- **What to produce**: Scan the records for "Dumlupınar". Show the matching lines.

(Collected data)
BEGIN

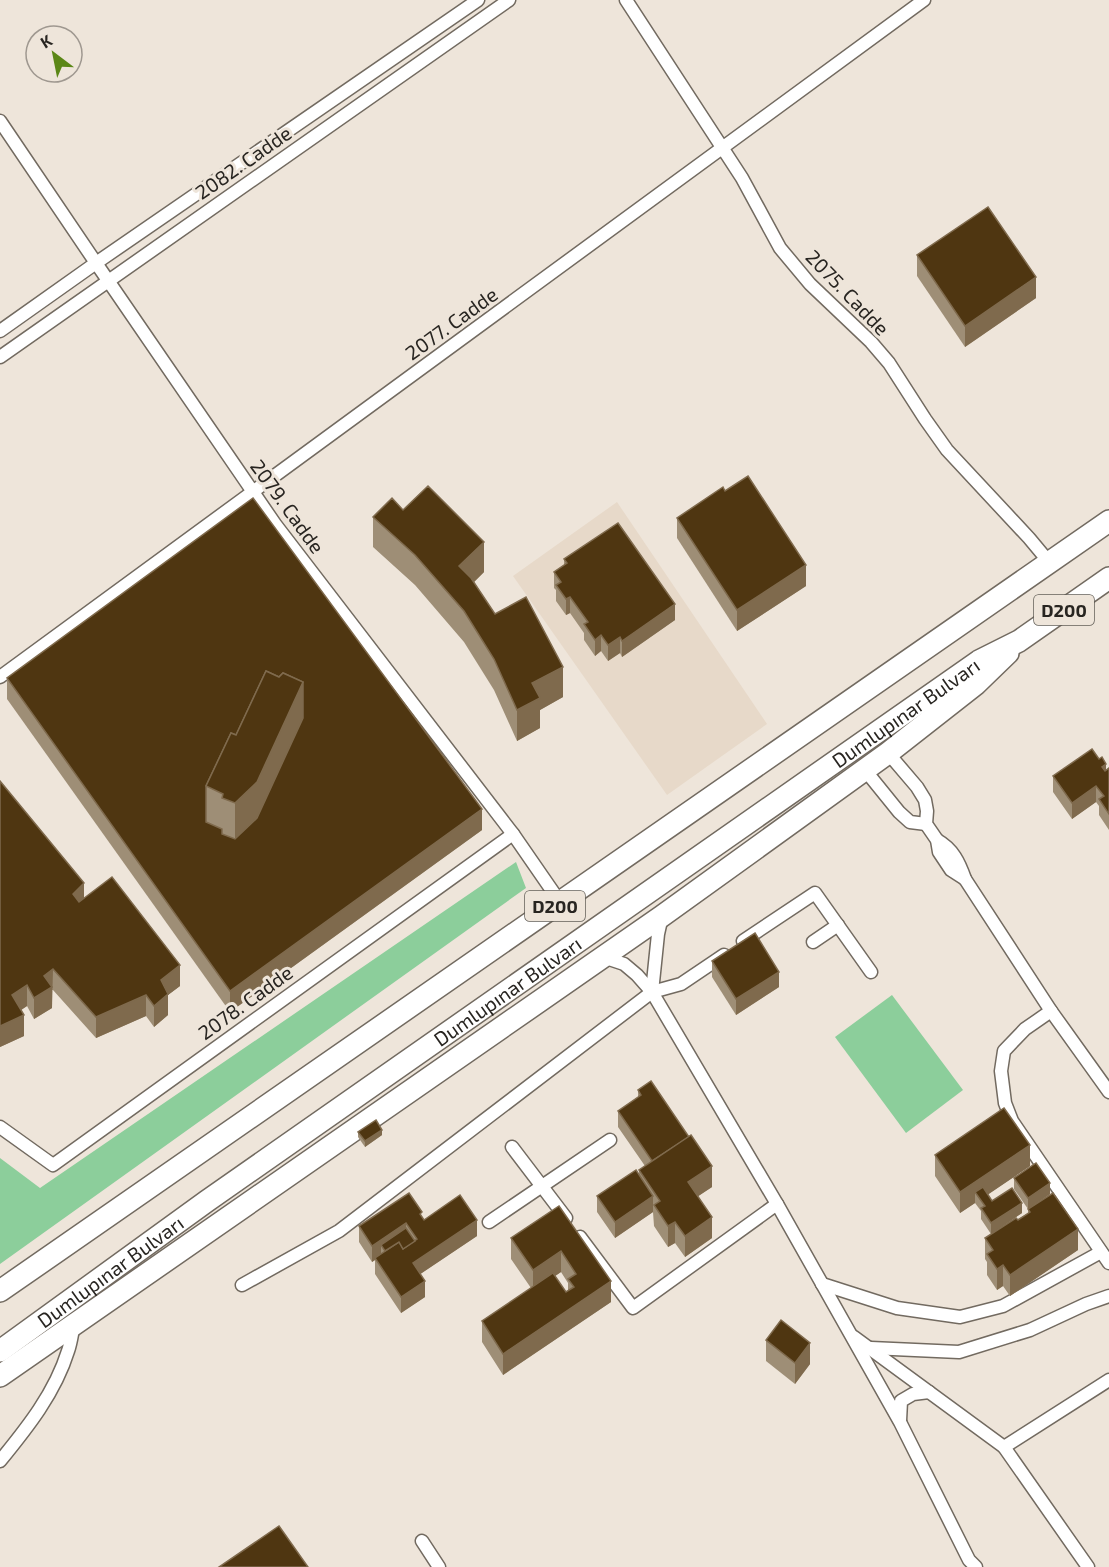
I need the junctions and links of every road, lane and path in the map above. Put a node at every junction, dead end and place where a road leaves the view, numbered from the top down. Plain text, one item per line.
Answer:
1 (478, 0) edge
2 (509, 0) edge
3 (626, 0) edge
4 (924, 0) edge
5 (0, 121) edge
6 (723, 148) junction
7 (96, 263) junction
8 (108, 281) junction
9 (0, 331) edge
10 (0, 357) edge
11 (253, 492) junction
12 (1109, 521) edge
13 (1050, 562) junction
14 (1109, 578) edge
15 (1018, 641) junction
16 (0, 677) edge
17 (888, 753) junction
18 (865, 770) junction
19 (926, 824) junction
20 (513, 834) junction
21 (560, 902) junction
22 (662, 916) junction
23 (838, 925) junction
24 (813, 942) dead end
25 (603, 957) junction
26 (871, 972) dead end
27 (652, 992) junction
28 (1051, 1011) junction
29 (1109, 1092) edge
30 (0, 1127) edge
31 (610, 1140) dead end
32 (512, 1148) dead end
33 (541, 1186) junction
34 (777, 1204) junction
35 (489, 1222) dead end
36 (1101, 1252) junction
37 (1109, 1263) edge
38 (822, 1284) junction
39 (242, 1285) dead end
40 (0, 1291) edge
41 (1109, 1296) edge
42 (74, 1324) junction
43 (851, 1335) junction
44 (869, 1348) junction
45 (0, 1351) edge
46 (0, 1376) edge
47 (1109, 1380) edge
48 (929, 1392) junction
49 (900, 1422) junction
50 (1004, 1447) junction
51 (0, 1461) edge
52 (422, 1541) dead end
53 (440, 1567) edge
54 (976, 1567) edge
55 (1088, 1567) edge

1 - 7 street, 2082. Cadde
2 - 8 street, 2082. Cadde
3 - 6 street, 2075. Cadde
4 - 6 street, 2077. Cadde
5 - 7 street, 2079. Cadde
6 - 11 street, 2077. Cadde
6 - 13 street, 2075. Cadde
7 - 8 street, 2079. Cadde
7 - 9 street, 2082. Cadde
8 - 10 street, 2082. Cadde
8 - 11 street, 2079. Cadde
11 - 16 street, 2077. Cadde
11 - 20 street, 2079. Cadde
12 - 13 highway, Dumlupınar Bulvarı / D200
13 - 21 highway, Dumlupınar Bulvarı / D200
14 - 15 highway, Dumlupınar Bulvarı / D200
15 - 17 highway
15 - 45 highway, Dumlupınar Bulvarı / D200
17 - 18 highway
17 - 19 street
18 - 19 street
18 - 22 highway
19 - 28 street
20 - 21 street, 2079. Cadde
20 - 30 street, 2078. Cadde
21 - 40 highway, Dumlupınar Bulvarı / D200
22 - 25 highway
22 - 27 street
23 - 24 street
23 - 26 street
23 - 27 street
25 - 27 street
25 - 42 highway
27 - 34 street
27 - 39 street
28 - 29 street
28 - 36 street
31 - 33 street
32 - 33 street
33 - 34 street
33 - 35 street
34 - 38 street
36 - 37 street
36 - 38 street
38 - 43 street
41 - 44 street
42 - 46 highway
42 - 51 street
43 - 44 street
43 - 49 street
44 - 48 street
47 - 50 street
48 - 49 street
48 - 50 street
49 - 54 street
50 - 55 street
52 - 53 street

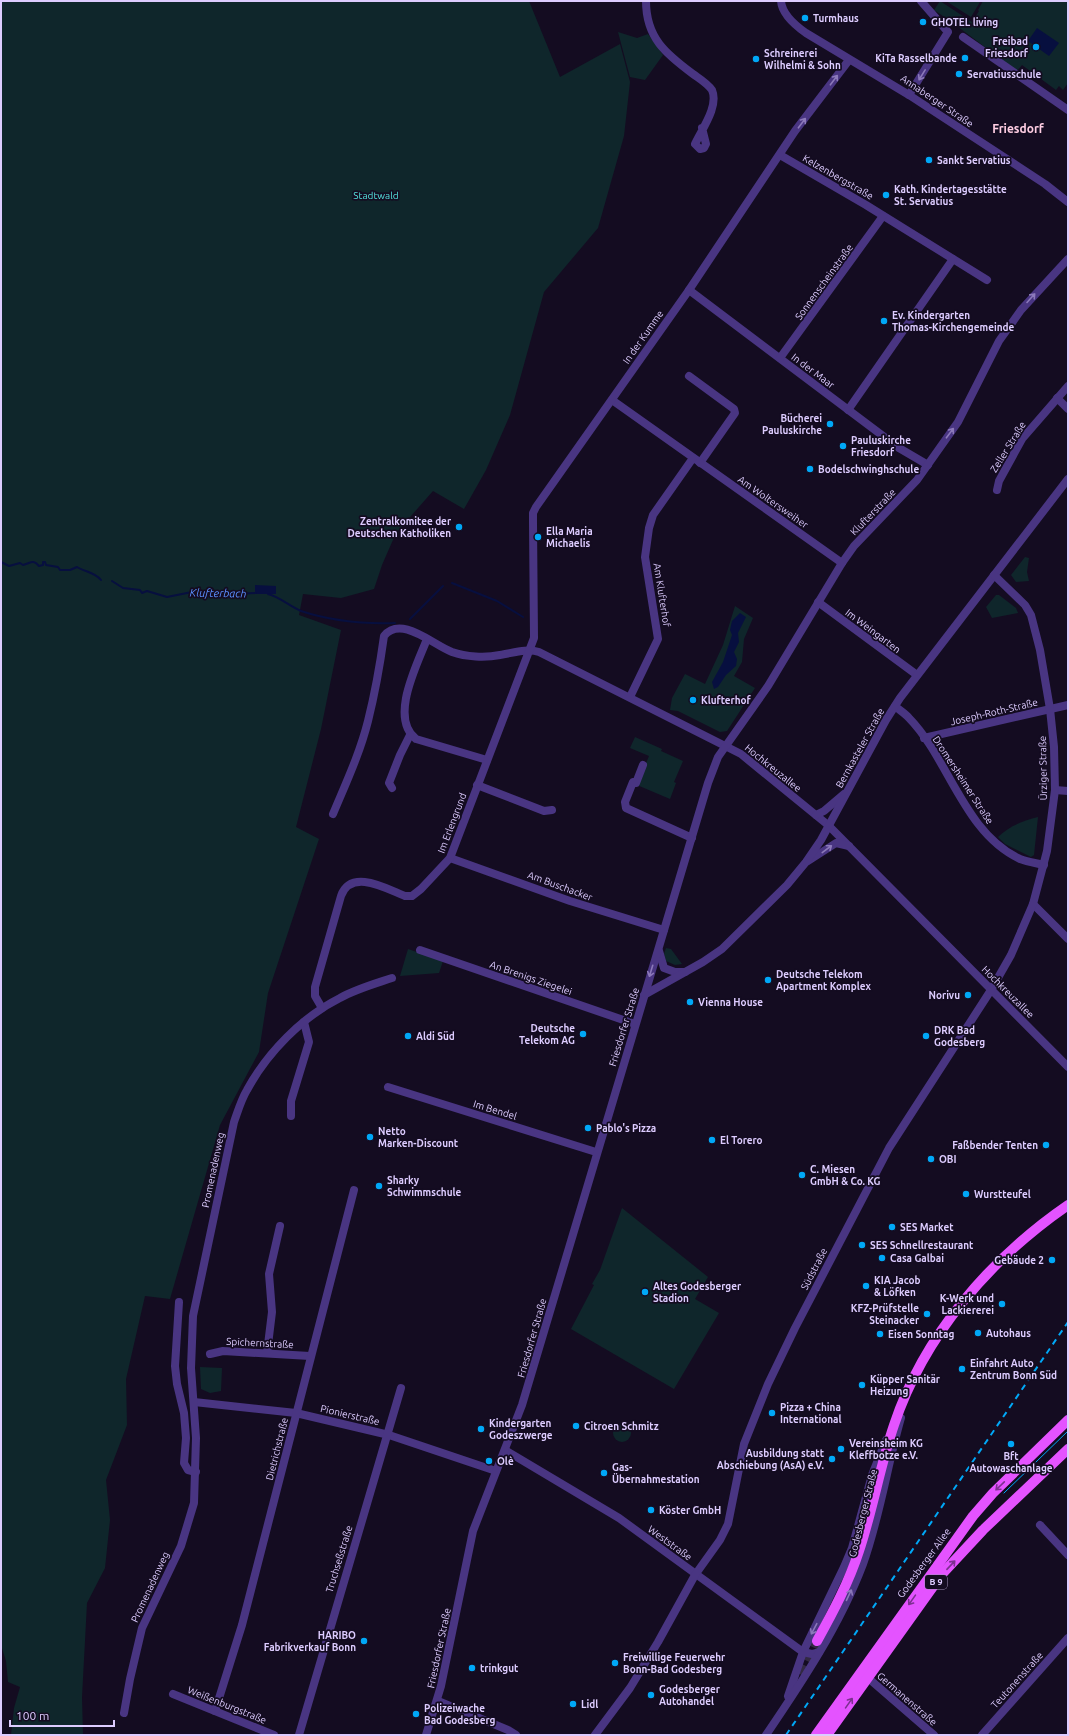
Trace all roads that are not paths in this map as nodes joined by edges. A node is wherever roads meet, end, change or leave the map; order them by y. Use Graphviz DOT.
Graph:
graph roads {
  1 [pos="646,1"];
  2 [pos="780,1"];
  3 [pos="920,1"];
  4 [pos="963,37"];
  5 [pos="849,60"];
  6 [pos="910,95"];
  7 [pos="1068,110"];
  8 [pos="702,128"];
  9 [pos="780,155"];
  10 [pos="1068,202"];
  11 [pos="883,216"];
  12 [pos="953,259"];
  13 [pos="1068,259"];
  14 [pos="987,280"];
  15 [pos="689,290"];
  16 [pos="780,358"];
  17 [pos="689,376"];
  18 [pos="1068,386"];
  19 [pos="1057,398"];
  20 [pos="612,400"];
  21 [pos="1068,409"];
  22 [pos="848,410"];
  23 [pos="697,460"];
  24 [pos="928,465"];
  25 [pos="1068,479"];
  26 [pos="998,490"];
  27 [pos="842,563"];
  28 [pos="994,575"];
  29 [pos="818,602"];
  30 [pos="426,639"];
  31 [pos="529,650"];
  32 [pos="917,675"];
  33 [pos="630,697"];
  34 [pos="1068,705"];
  35 [pos="895,706"];
  36 [pos="1050,709"];
  37 [pos="410,735"];
  38 [pos="924,738"];
  39 [pos="726,746"];
  40 [pos="487,760"];
  41 [pos="643,765"];
  42 [pos="477,785"];
  43 [pos="392,788"];
  44 [pos="1055,790"];
  45 [pos="848,791"];
  46 [pos="1068,791"];
  47 [pos="552,810"];
  48 [pos="333,814"];
  49 [pos="816,815"];
  50 [pos="828,825"];
  51 [pos="692,838"];
  52 [pos="849,846"];
  53 [pos="450,858"];
  54 [pos="806,862"];
  55 [pos="1044,865"];
  56 [pos="1033,904"];
  57 [pos="664,930"];
  58 [pos="1068,939"];
  59 [pos="658,946"];
  60 [pos="420,950"];
  61 [pos="686,972"];
  62 [pos="392,978"];
  63 [pos="991,990"];
  64 [pos="643,996"];
  65 [pos="322,1008"];
  66 [pos="304,1022"];
  67 [pos="635,1024"];
  68 [pos="1068,1067"];
  69 [pos="388,1086"];
  70 [pos="291,1116"];
  71 [pos="596,1152"];
  72 [pos="354,1190"];
  73 [pos="1068,1205"];
  74 [pos="280,1226"];
  75 [pos="179,1302"];
  76 [pos="178,1343"];
  77 [pos="191,1344"];
  78 [pos="267,1353"];
  79 [pos="210,1354"];
  80 [pos="310,1356"];
  81 [pos="912,1382"];
  82 [pos="401,1388"];
  83 [pos="194,1402"];
  84 [pos="296,1413"];
  85 [pos="1068,1420"];
  86 [pos="894,1424"];
  87 [pos="389,1435"];
  88 [pos="1068,1449"];
  89 [pos="505,1450"];
  90 [pos="496,1471"];
  91 [pos="196,1472"];
  92 [pos="1040,1525"];
  93 [pos="1068,1555"];
  94 [pos="695,1575"];
  95 [pos="1068,1638"];
  96 [pos="817,1641"];
  97 [pos="803,1652"];
  98 [pos="819,1652"];
  99 [pos="867,1677"];
  100 [pos="800,1685"];
  101 [pos="173,1694"];
  102 [pos="438,1700"];
  103 [pos="215,1711"];
  104 [pos="124,1713"];
  105 [pos="781,1713"];
  106 [pos="274,1735"];
  107 [pos="298,1735"];
  108 [pos="426,1735"];
  109 [pos="516,1735"];
  110 [pos="596,1735"];
  111 [pos="766,1735"];
  112 [pos="816,1735"];
  113 [pos="827,1735"];
  114 [pos="934,1735"];
  115 [pos="982,1735"];
  1 -- 8 [label="street"];
  2 -- 5 [label="street, Annaberger Straße"];
  3 -- 6 [label="street, one-way"];
  4 -- 7 [label="street"];
  5 -- 6 [label="street, Annaberger Straße"];
  9 -- 5 [label="street, In der Kumme, one-way"];
  6 -- 10 [label="street, Annaberger Straße"];
  9 -- 11 [label="street, Kelzenbergstraße"];
  9 -- 15 [label="street, In der Kumme"];
  11 -- 12 [label="street, Kelzenbergstraße"];
  11 -- 16 [label="street, Sonnenscheinstraße"];
  12 -- 14 [label="street, Kelzenbergstraße"];
  12 -- 22 [label="street"];
  24 -- 13 [label="street, Klufterstraße, one-way"];
  15 -- 16 [label="street, In der Maar"];
  15 -- 20 [label="street, In der Kumme"];
  16 -- 22 [label="street, In der Maar"];
  17 -- 23 [label="street"];
  18 -- 19 [label="street, Zeller Straße"];
  19 -- 21 [label="street"];
  19 -- 26 [label="street, Zeller Straße"];
  20 -- 23 [label="street, Am Woltersweiher"];
  20 -- 31 [label="street, In der Kumme"];
  22 -- 24 [label="street, In der Maar"];
  23 -- 27 [label="street, Am Woltersweiher"];
  23 -- 33 [label="street, Am Klufterhof"];
  24 -- 27 [label="street, Klufterstraße"];
  25 -- 28 [label="street, Bernkasteler Straße"];
  27 -- 29 [label="street, Klufterstraße"];
  28 -- 32 [label="street, Bernkasteler Straße"];
  28 -- 36 [label="street, Ürziger Straße"];
  29 -- 32 [label="street, Im Weingarten"];
  29 -- 39 [label="street, Klufterstraße"];
  30 -- 31 [label="street, Hochkreuzallee"];
  30 -- 37 [label="street"];
  30 -- 48 [label="street, Hochkreuzallee"];
  31 -- 33 [label="street, Hochkreuzallee"];
  31 -- 40 [label="street, Im Erlengrund"];
  32 -- 35 [label="street, Bernkasteler Straße"];
  33 -- 39 [label="street, Hochkreuzallee"];
  34 -- 36 [label="street, Joseph-Roth-Straße"];
  35 -- 38 [label="street, Dromersheimer Straße"];
  35 -- 45 [label="street, Bernkasteler Straße"];
  36 -- 38 [label="street, Joseph-Roth-Straße"];
  36 -- 44 [label="street, Ürziger Straße"];
  37 -- 40 [label="street"];
  37 -- 43 [label="street"];
  38 -- 55 [label="street, Dromersheimer Straße"];
  39 -- 49 [label="street, Hochkreuzallee"];
  39 -- 51 [label="street, Friesdorfer Straße"];
  40 -- 42 [label="street, Im Erlengrund"];
  41 -- 51 [label="street"];
  42 -- 47 [label="street"];
  42 -- 53 [label="street, Im Erlengrund"];
  44 -- 46 [label="street"];
  44 -- 55 [label="street, Ürziger Straße"];
  45 -- 49 [label="street"];
  45 -- 50 [label="street, Bernkasteler Straße"];
  49 -- 50 [label="street, Hochkreuzallee"];
  50 -- 52 [label="street, Hochkreuzallee"];
  50 -- 54 [label="street, Bernkasteler Straße"];
  51 -- 57 [label="street, Friesdorfer Straße"];
  54 -- 52 [label="street, one-way"];
  52 -- 63 [label="street, Hochkreuzallee"];
  53 -- 57 [label="street, Am Buschacker"];
  53 -- 65 [label="street, Im Erlengrund"];
  54 -- 61 [label="street, Bernkasteler Straße"];
  55 -- 56 [label="street, Ürziger Straße"];
  56 -- 58 [label="street"];
  56 -- 63 [label="street, Ürziger Straße"];
  57 -- 59 [label="street, Friesdorfer Straße"];
  59 -- 61 [label="street"];
  59 -- 64 [label="street, Friesdorfer Straße, one-way"];
  60 -- 67 [label="street, An Brenigs Ziegelei"];
  61 -- 64 [label="street, Bernkasteler Straße"];
  62 -- 65 [label="street, Promenadenweg"];
  63 -- 68 [label="street, Hochkreuzallee"];
  63 -- 94 [label="street, Südstraße"];
  64 -- 67 [label="street, Friesdorfer Straße"];
  65 -- 66 [label="street, Promenadenweg"];
  66 -- 70 [label="street"];
  66 -- 77 [label="street, Promenadenweg"];
  67 -- 71 [label="street, Friesdorfer Straße"];
  69 -- 71 [label="street, Im Bendel"];
  71 -- 89 [label="street, Friesdorfer Straße"];
  72 -- 80 [label="street, Dietrichstraße"];
  73 -- 81 [label="main road, Godesberger Straße"];
  74 -- 78 [label="street"];
  75 -- 76 [label="street"];
  76 -- 77 [label="street"];
  76 -- 91 [label="street"];
  77 -- 83 [label="street, Promenadenweg"];
  78 -- 79 [label="street, Spichernstraße"];
  78 -- 80 [label="street, Spichernstraße"];
  80 -- 84 [label="street, Dietrichstraße"];
  81 -- 86 [label="main road, Godesberger Straße"];
  98 -- 81 [label="street, Godesberger Straße, one-way"];
  82 -- 87 [label="street, Truchseßstraße"];
  83 -- 84 [label="street, Pionierstraße"];
  83 -- 91 [label="street, Promenadenweg"];
  84 -- 87 [label="street, Pionierstraße"];
  84 -- 103 [label="street, Dietrichstraße"];
  85 -- 112 [label="main road, Godesberger Allee / B 9, one-way"];
  86 -- 96 [label="main road, Godesberger Straße"];
  86 -- 97 [label="street, Godesberger Straße, one-way"];
  87 -- 90 [label="street, Pionierstraße"];
  87 -- 107 [label="street, Truchseßstraße"];
  99 -- 88 [label="main road, B 9, one-way"];
  89 -- 90 [label="street, Friesdorfer Straße"];
  89 -- 94 [label="street, Weststraße"];
  90 -- 102 [label="street, Friesdorfer Straße"];
  91 -- 104 [label="street, Promenadenweg"];
  92 -- 93 [label="street"];
  94 -- 97 [label="street, Weststraße"];
  94 -- 110 [label="street, Südstraße"];
  95 -- 115 [label="street, Teutonenstraße"];
  97 -- 98 [label="street"];
  97 -- 100 [label="street, Godesberger Straße"];
  97 -- 105 [label="street, Godesberger Straße"];
  98 -- 100 [label="street, Godesberger Straße"];
  113 -- 99 [label="main road, B 9, one-way"];
  99 -- 114 [label="street, Germanenstraße"];
  100 -- 105 [label="street, Godesberger Straße"];
  101 -- 103 [label="street, Weißenburgstraße"];
  102 -- 108 [label="street, Friesdorfer Straße"];
  102 -- 109 [label="street"];
  103 -- 106 [label="street, Weißenburgstraße"];
  105 -- 111 [label="street, Godesberger Straße"];
}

END

- **Task result**:
12 - 13 highway, Dumlupınar Bulvarı / D200
13 - 21 highway, Dumlupınar Bulvarı / D200
14 - 15 highway, Dumlupınar Bulvarı / D200
15 - 45 highway, Dumlupınar Bulvarı / D200
21 - 40 highway, Dumlupınar Bulvarı / D200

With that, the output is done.